• Data records:
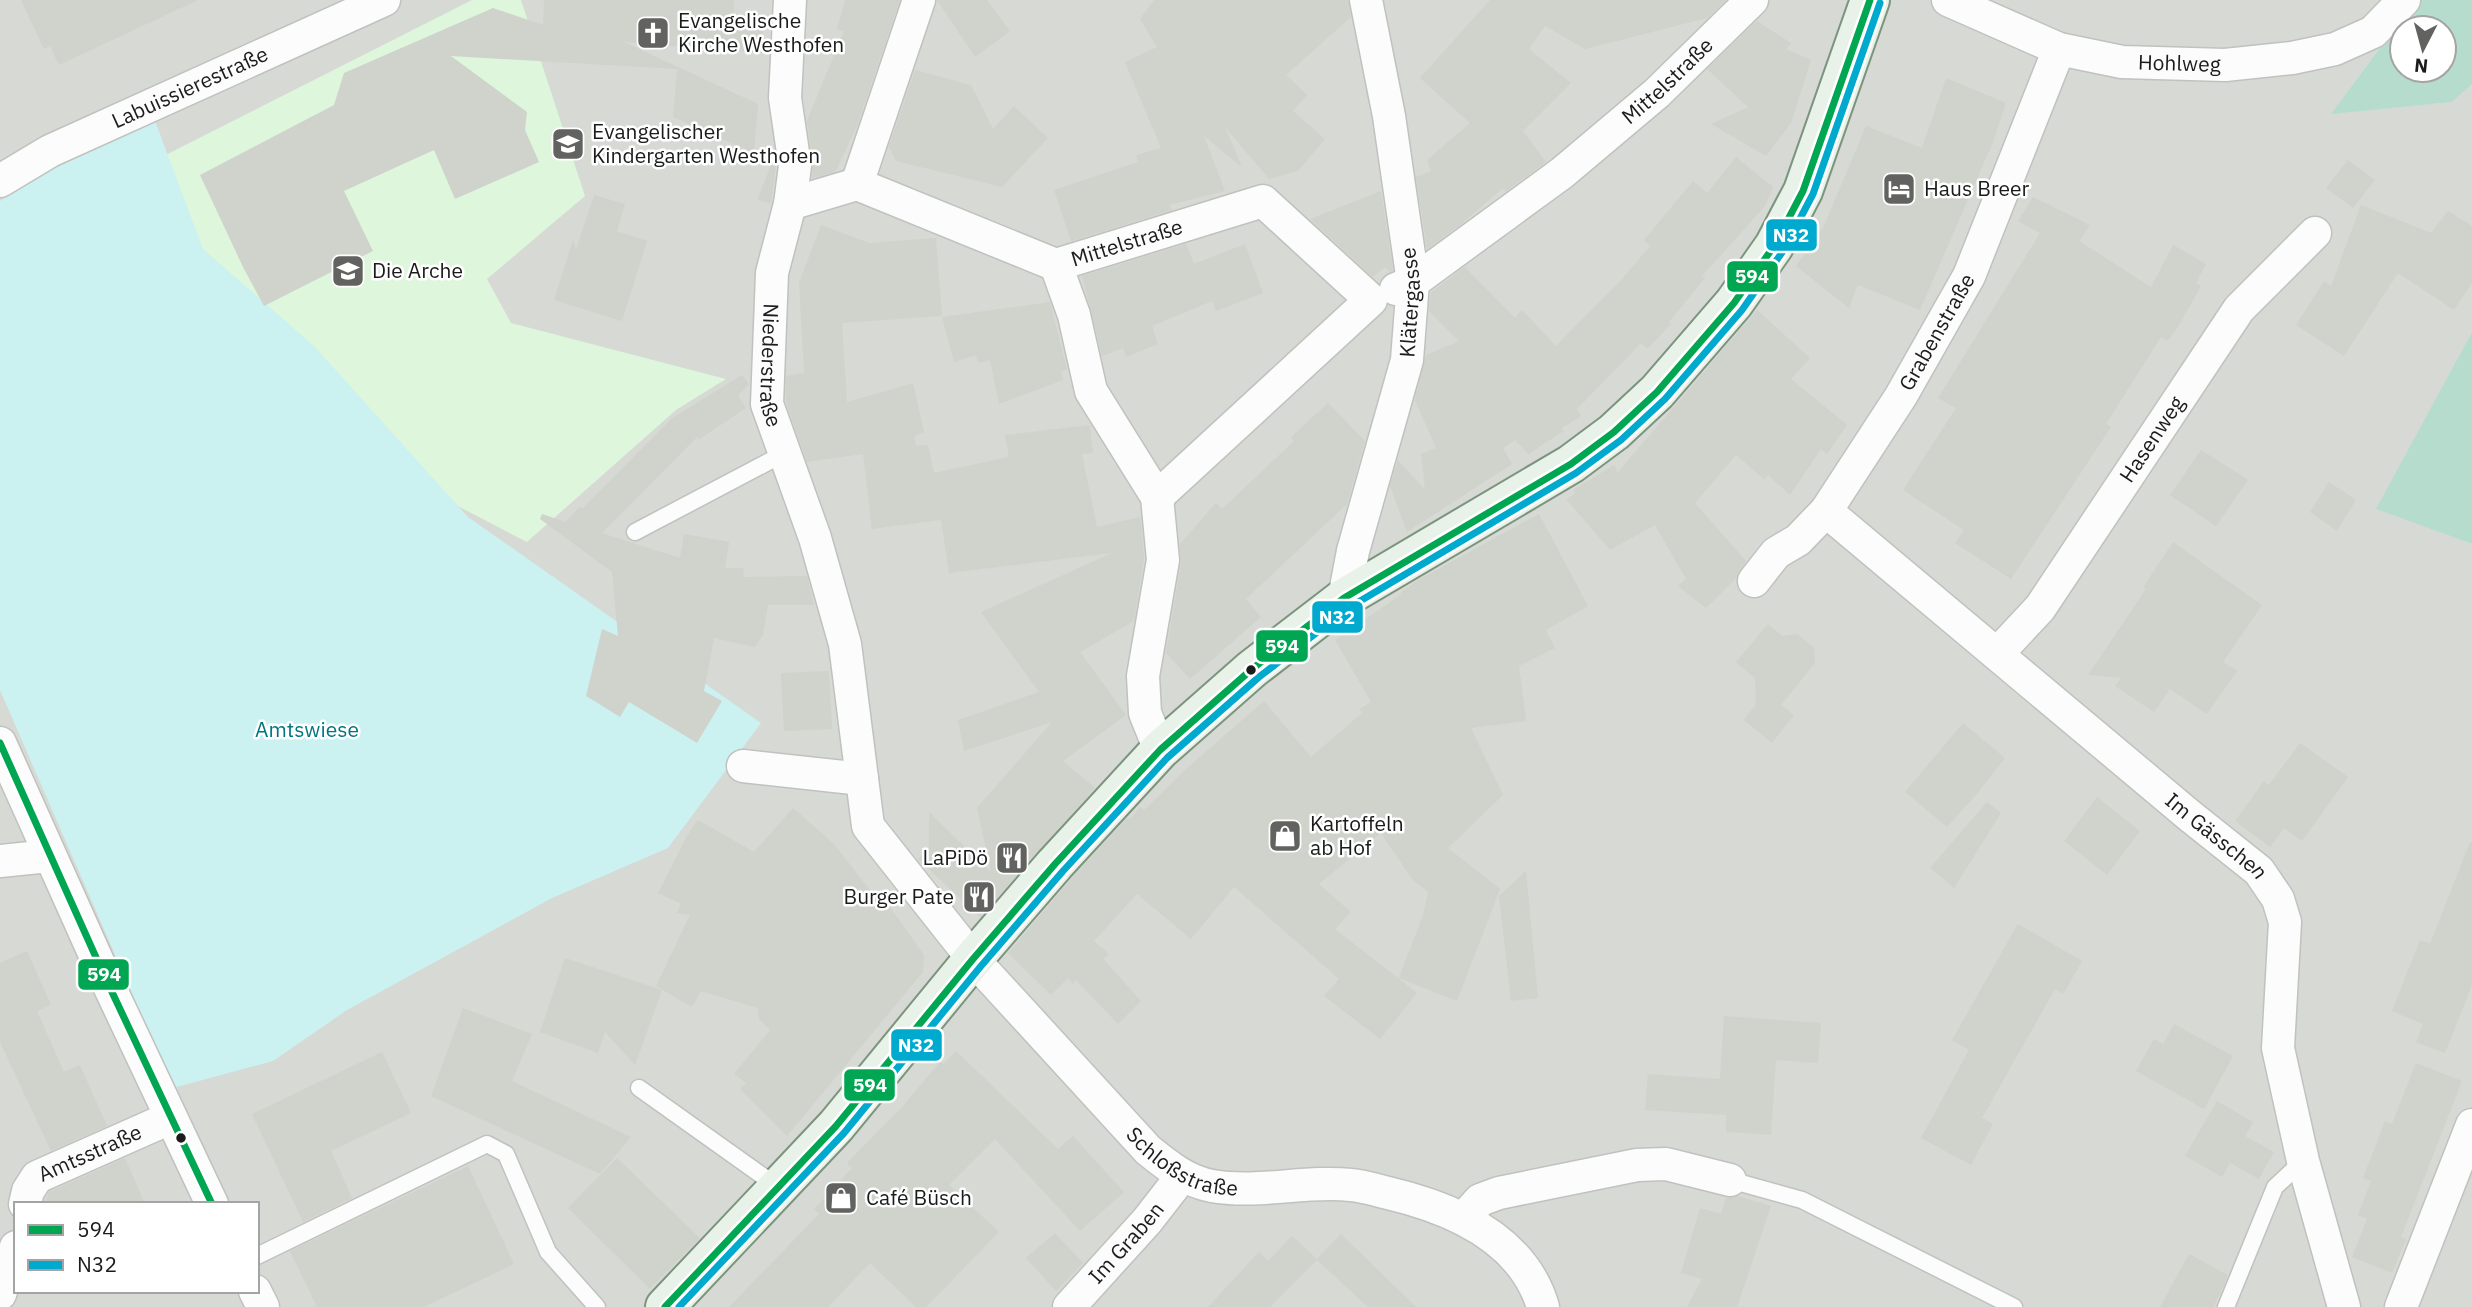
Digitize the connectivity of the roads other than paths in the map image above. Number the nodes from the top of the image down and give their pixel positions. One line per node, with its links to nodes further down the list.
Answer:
1 (384, 0): 10 (street, Labuissierestraße)
2 (790, 0): 12 (street, Niederstraße)
3 (919, 0): 11 (street)
4 (1366, 0): 15 (street, Klätergasse)
5 (1752, 0): 15 (street, Mittelstraße)
6 (1870, 0): 22 (street)
7 (1948, 0): 9 (street, Hohlweg)
8 (2404, 0): 9 (street, Hohlweg)
9 (2059, 49): 19 (street, Grabenstraße)
10 (0, 181)
11 (856, 184): 12 (street); 14 (street, Mittelstraße)
12 (790, 204): 17 (street, Niederstraße)
13 (2315, 233): 23 (street, Hasenweg)
14 (1056, 265): 16 (street, Mittelstraße); 18 (street)
15 (1413, 282): 16 (street, Mittelstraße); 22 (street, Klätergasse)
16 (1371, 300): 18 (street, Mittelstraße)
17 (785, 453): 20 (lane); 27 (street, Niederstraße)
18 (1157, 497): 25 (street)
19 (1826, 511): 21 (street, Grabenstraße); 23 (street, Im Gässchen)
20 (635, 532)
21 (1755, 581)
22 (1344, 598): 25 (street)
23 (1998, 653): 34 (street, Im Gässchen)
24 (0, 743): 28 (street)
25 (1160, 750): 30 (street)
26 (743, 766): 27 (street)
27 (862, 779): 30 (street, Niederstraße)
28 (49, 856): 29 (street); 32 (street)
29 (0, 861)
30 (973, 959): 35 (street, Schloßstraße); 37 (street)
31 (639, 1088): 37 (lane)
32 (170, 1118): 38 (street, Amtsstraße); 39 (street)
33 (2472, 1125): 51 (street)
34 (2303, 1161): 49 (lane); 50 (street, Im Gässchen)
35 (1182, 1176): 40 (street, Schloßstraße); 46 (street, Im Graben)
36 (1730, 1180): 40 (street); 48 (lane)
37 (778, 1187): 45 (street)
38 (25, 1202)
39 (211, 1202)
40 (1464, 1218): 47 (street, Schloßstraße)
41 (14, 1253): 43 (street)
42 (259, 1255): 44 (lane)
43 (0, 1294)
44 (597, 1307)
45 (665, 1307)
46 (1069, 1307)
47 (1543, 1307)
48 (2014, 1307)
49 (2226, 1307)
50 (2344, 1307)
51 (2401, 1307)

• Work instruction:
One number is all the reply should hold: how many lines in these records include the word "Hohlweg".

• Output of the task:
2